• Collected data:
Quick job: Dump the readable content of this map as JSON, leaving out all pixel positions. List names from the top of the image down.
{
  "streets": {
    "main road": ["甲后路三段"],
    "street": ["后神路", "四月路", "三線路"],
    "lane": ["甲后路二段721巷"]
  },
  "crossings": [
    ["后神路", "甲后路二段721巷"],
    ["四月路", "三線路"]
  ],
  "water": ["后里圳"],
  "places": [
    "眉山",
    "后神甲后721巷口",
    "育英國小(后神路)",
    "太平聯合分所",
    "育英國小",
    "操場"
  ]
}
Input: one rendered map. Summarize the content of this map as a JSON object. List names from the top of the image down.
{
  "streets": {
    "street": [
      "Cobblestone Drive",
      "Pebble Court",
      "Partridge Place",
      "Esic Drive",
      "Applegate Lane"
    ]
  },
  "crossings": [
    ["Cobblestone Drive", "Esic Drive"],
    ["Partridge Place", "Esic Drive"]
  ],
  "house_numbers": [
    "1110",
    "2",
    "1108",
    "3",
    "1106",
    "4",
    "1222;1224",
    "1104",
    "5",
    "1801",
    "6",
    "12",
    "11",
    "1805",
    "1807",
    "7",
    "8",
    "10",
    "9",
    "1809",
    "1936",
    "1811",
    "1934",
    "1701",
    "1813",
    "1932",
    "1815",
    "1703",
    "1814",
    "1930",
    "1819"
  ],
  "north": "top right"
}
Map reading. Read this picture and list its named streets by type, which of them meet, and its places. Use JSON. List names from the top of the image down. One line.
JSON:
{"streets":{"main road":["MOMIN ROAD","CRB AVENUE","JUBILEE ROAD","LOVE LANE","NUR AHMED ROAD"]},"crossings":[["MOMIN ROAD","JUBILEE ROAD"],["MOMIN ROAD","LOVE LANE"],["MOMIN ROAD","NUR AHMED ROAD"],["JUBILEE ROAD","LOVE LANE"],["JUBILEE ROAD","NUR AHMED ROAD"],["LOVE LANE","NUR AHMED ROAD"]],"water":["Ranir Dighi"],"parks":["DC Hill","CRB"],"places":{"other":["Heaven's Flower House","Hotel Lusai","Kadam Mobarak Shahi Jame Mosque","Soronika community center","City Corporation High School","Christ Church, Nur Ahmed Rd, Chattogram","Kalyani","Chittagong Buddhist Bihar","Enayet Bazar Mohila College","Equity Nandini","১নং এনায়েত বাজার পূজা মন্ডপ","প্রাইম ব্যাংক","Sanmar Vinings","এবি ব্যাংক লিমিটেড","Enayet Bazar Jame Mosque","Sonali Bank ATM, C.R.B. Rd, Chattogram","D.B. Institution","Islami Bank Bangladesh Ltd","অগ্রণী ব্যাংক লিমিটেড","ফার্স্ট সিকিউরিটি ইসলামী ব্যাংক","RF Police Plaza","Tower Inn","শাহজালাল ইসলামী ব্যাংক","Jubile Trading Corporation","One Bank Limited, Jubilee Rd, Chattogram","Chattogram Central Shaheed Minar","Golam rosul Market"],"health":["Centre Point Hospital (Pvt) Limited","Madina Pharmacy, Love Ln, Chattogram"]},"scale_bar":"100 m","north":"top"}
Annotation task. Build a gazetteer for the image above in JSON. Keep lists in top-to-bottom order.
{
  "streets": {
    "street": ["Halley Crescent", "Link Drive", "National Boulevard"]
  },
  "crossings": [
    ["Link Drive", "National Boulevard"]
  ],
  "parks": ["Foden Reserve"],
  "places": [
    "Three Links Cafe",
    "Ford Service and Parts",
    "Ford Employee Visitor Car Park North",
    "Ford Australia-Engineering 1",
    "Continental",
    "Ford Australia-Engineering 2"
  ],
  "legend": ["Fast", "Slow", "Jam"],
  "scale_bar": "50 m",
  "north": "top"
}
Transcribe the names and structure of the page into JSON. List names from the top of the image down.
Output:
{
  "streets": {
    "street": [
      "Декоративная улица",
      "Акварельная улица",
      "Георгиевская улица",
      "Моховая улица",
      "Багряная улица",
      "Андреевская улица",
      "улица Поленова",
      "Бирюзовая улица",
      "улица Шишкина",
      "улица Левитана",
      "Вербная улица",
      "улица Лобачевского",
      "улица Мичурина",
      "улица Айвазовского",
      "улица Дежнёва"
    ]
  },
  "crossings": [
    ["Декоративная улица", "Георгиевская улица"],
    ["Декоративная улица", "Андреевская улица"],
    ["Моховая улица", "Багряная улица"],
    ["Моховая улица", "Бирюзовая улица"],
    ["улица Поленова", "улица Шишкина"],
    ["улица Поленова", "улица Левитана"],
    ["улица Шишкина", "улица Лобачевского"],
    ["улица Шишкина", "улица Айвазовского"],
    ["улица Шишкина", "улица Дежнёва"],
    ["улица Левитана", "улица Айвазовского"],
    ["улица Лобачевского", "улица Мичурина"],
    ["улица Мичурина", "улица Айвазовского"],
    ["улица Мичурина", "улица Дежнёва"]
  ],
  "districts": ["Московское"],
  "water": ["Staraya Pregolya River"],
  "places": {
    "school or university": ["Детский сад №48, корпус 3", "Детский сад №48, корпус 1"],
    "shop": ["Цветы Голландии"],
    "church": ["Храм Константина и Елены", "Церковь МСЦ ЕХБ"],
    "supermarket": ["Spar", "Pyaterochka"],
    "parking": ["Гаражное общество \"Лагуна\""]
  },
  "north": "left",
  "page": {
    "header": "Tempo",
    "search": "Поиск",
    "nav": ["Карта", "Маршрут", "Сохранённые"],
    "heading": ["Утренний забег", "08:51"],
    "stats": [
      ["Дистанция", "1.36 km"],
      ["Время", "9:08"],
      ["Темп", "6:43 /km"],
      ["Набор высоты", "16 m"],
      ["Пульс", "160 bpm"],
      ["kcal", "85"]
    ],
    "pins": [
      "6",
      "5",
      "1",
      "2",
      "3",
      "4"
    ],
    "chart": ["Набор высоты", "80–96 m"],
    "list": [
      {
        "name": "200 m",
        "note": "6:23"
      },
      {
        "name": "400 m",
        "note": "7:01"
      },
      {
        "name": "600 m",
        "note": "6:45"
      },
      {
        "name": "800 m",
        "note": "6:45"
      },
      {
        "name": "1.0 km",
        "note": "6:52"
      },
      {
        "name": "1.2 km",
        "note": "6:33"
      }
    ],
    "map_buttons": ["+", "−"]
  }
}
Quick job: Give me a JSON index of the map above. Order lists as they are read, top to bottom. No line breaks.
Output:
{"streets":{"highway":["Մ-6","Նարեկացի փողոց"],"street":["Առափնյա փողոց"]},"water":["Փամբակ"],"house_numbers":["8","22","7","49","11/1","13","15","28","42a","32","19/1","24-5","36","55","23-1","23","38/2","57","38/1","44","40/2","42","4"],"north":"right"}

• Work instructions: Would you please transcribe the records above in full and exactly?

• Solution to this exercise:
Quick job: Dump the readable content of this map as JSON, leaving out all pixel positions. List names from the top of the image down.
{
  "streets": {
    "main road": ["甲后路三段"],
    "street": ["后神路", "四月路", "三線路"],
    "lane": ["甲后路二段721巷"]
  },
  "crossings": [
    ["后神路", "甲后路二段721巷"],
    ["四月路", "三線路"]
  ],
  "water": ["后里圳"],
  "places": [
    "眉山",
    "后神甲后721巷口",
    "育英國小(后神路)",
    "太平聯合分所",
    "育英國小",
    "操場"
  ]
}
Input: one rendered map. Summarize the content of this map as a JSON object. List names from the top of the image down.
{
  "streets": {
    "street": [
      "Cobblestone Drive",
      "Pebble Court",
      "Partridge Place",
      "Esic Drive",
      "Applegate Lane"
    ]
  },
  "crossings": [
    ["Cobblestone Drive", "Esic Drive"],
    ["Partridge Place", "Esic Drive"]
  ],
  "house_numbers": [
    "1110",
    "2",
    "1108",
    "3",
    "1106",
    "4",
    "1222;1224",
    "1104",
    "5",
    "1801",
    "6",
    "12",
    "11",
    "1805",
    "1807",
    "7",
    "8",
    "10",
    "9",
    "1809",
    "1936",
    "1811",
    "1934",
    "1701",
    "1813",
    "1932",
    "1815",
    "1703",
    "1814",
    "1930",
    "1819"
  ],
  "north": "top right"
}
Map reading. Read this picture and list its named streets by type, which of them meet, and its places. Use JSON. List names from the top of the image down. One line.
JSON:
{"streets":{"main road":["MOMIN ROAD","CRB AVENUE","JUBILEE ROAD","LOVE LANE","NUR AHMED ROAD"]},"crossings":[["MOMIN ROAD","JUBILEE ROAD"],["MOMIN ROAD","LOVE LANE"],["MOMIN ROAD","NUR AHMED ROAD"],["JUBILEE ROAD","LOVE LANE"],["JUBILEE ROAD","NUR AHMED ROAD"],["LOVE LANE","NUR AHMED ROAD"]],"water":["Ranir Dighi"],"parks":["DC Hill","CRB"],"places":{"other":["Heaven's Flower House","Hotel Lusai","Kadam Mobarak Shahi Jame Mosque","Soronika community center","City Corporation High School","Christ Church, Nur Ahmed Rd, Chattogram","Kalyani","Chittagong Buddhist Bihar","Enayet Bazar Mohila College","Equity Nandini","১নং এনায়েত বাজার পূজা মন্ডপ","প্রাইম ব্যাংক","Sanmar Vinings","এবি ব্যাংক লিমিটেড","Enayet Bazar Jame Mosque","Sonali Bank ATM, C.R.B. Rd, Chattogram","D.B. Institution","Islami Bank Bangladesh Ltd","অগ্রণী ব্যাংক লিমিটেড","ফার্স্ট সিকিউরিটি ইসলামী ব্যাংক","RF Police Plaza","Tower Inn","শাহজালাল ইসলামী ব্যাংক","Jubile Trading Corporation","One Bank Limited, Jubilee Rd, Chattogram","Chattogram Central Shaheed Minar","Golam rosul Market"],"health":["Centre Point Hospital (Pvt) Limited","Madina Pharmacy, Love Ln, Chattogram"]},"scale_bar":"100 m","north":"top"}
Annotation task. Build a gazetteer for the image above in JSON. Keep lists in top-to-bottom order.
{
  "streets": {
    "street": ["Halley Crescent", "Link Drive", "National Boulevard"]
  },
  "crossings": [
    ["Link Drive", "National Boulevard"]
  ],
  "parks": ["Foden Reserve"],
  "places": [
    "Three Links Cafe",
    "Ford Service and Parts",
    "Ford Employee Visitor Car Park North",
    "Ford Australia-Engineering 1",
    "Continental",
    "Ford Australia-Engineering 2"
  ],
  "legend": ["Fast", "Slow", "Jam"],
  "scale_bar": "50 m",
  "north": "top"
}
Transcribe the names and structure of the page into JSON. List names from the top of the image down.
Output:
{
  "streets": {
    "street": [
      "Декоративная улица",
      "Акварельная улица",
      "Георгиевская улица",
      "Моховая улица",
      "Багряная улица",
      "Андреевская улица",
      "улица Поленова",
      "Бирюзовая улица",
      "улица Шишкина",
      "улица Левитана",
      "Вербная улица",
      "улица Лобачевского",
      "улица Мичурина",
      "улица Айвазовского",
      "улица Дежнёва"
    ]
  },
  "crossings": [
    ["Декоративная улица", "Георгиевская улица"],
    ["Декоративная улица", "Андреевская улица"],
    ["Моховая улица", "Багряная улица"],
    ["Моховая улица", "Бирюзовая улица"],
    ["улица Поленова", "улица Шишкина"],
    ["улица Поленова", "улица Левитана"],
    ["улица Шишкина", "улица Лобачевского"],
    ["улица Шишкина", "улица Айвазовского"],
    ["улица Шишкина", "улица Дежнёва"],
    ["улица Левитана", "улица Айвазовского"],
    ["улица Лобачевского", "улица Мичурина"],
    ["улица Мичурина", "улица Айвазовского"],
    ["улица Мичурина", "улица Дежнёва"]
  ],
  "districts": ["Московское"],
  "water": ["Staraya Pregolya River"],
  "places": {
    "school or university": ["Детский сад №48, корпус 3", "Детский сад №48, корпус 1"],
    "shop": ["Цветы Голландии"],
    "church": ["Храм Константина и Елены", "Церковь МСЦ ЕХБ"],
    "supermarket": ["Spar", "Pyaterochka"],
    "parking": ["Гаражное общество \"Лагуна\""]
  },
  "north": "left",
  "page": {
    "header": "Tempo",
    "search": "Поиск",
    "nav": ["Карта", "Маршрут", "Сохранённые"],
    "heading": ["Утренний забег", "08:51"],
    "stats": [
      ["Дистанция", "1.36 km"],
      ["Время", "9:08"],
      ["Темп", "6:43 /km"],
      ["Набор высоты", "16 m"],
      ["Пульс", "160 bpm"],
      ["kcal", "85"]
    ],
    "pins": [
      "6",
      "5",
      "1",
      "2",
      "3",
      "4"
    ],
    "chart": ["Набор высоты", "80–96 m"],
    "list": [
      {
        "name": "200 m",
        "note": "6:23"
      },
      {
        "name": "400 m",
        "note": "7:01"
      },
      {
        "name": "600 m",
        "note": "6:45"
      },
      {
        "name": "800 m",
        "note": "6:45"
      },
      {
        "name": "1.0 km",
        "note": "6:52"
      },
      {
        "name": "1.2 km",
        "note": "6:33"
      }
    ],
    "map_buttons": ["+", "−"]
  }
}
Quick job: Give me a JSON index of the map above. Order lists as they are read, top to bottom. No line breaks.
Output:
{"streets":{"highway":["Մ-6","Նարեկացի փողոց"],"street":["Առափնյա փողոց"]},"water":["Փամբակ"],"house_numbers":["8","22","7","49","11/1","13","15","28","42a","32","19/1","24-5","36","55","23-1","23","38/2","57","38/1","44","40/2","42","4"],"north":"right"}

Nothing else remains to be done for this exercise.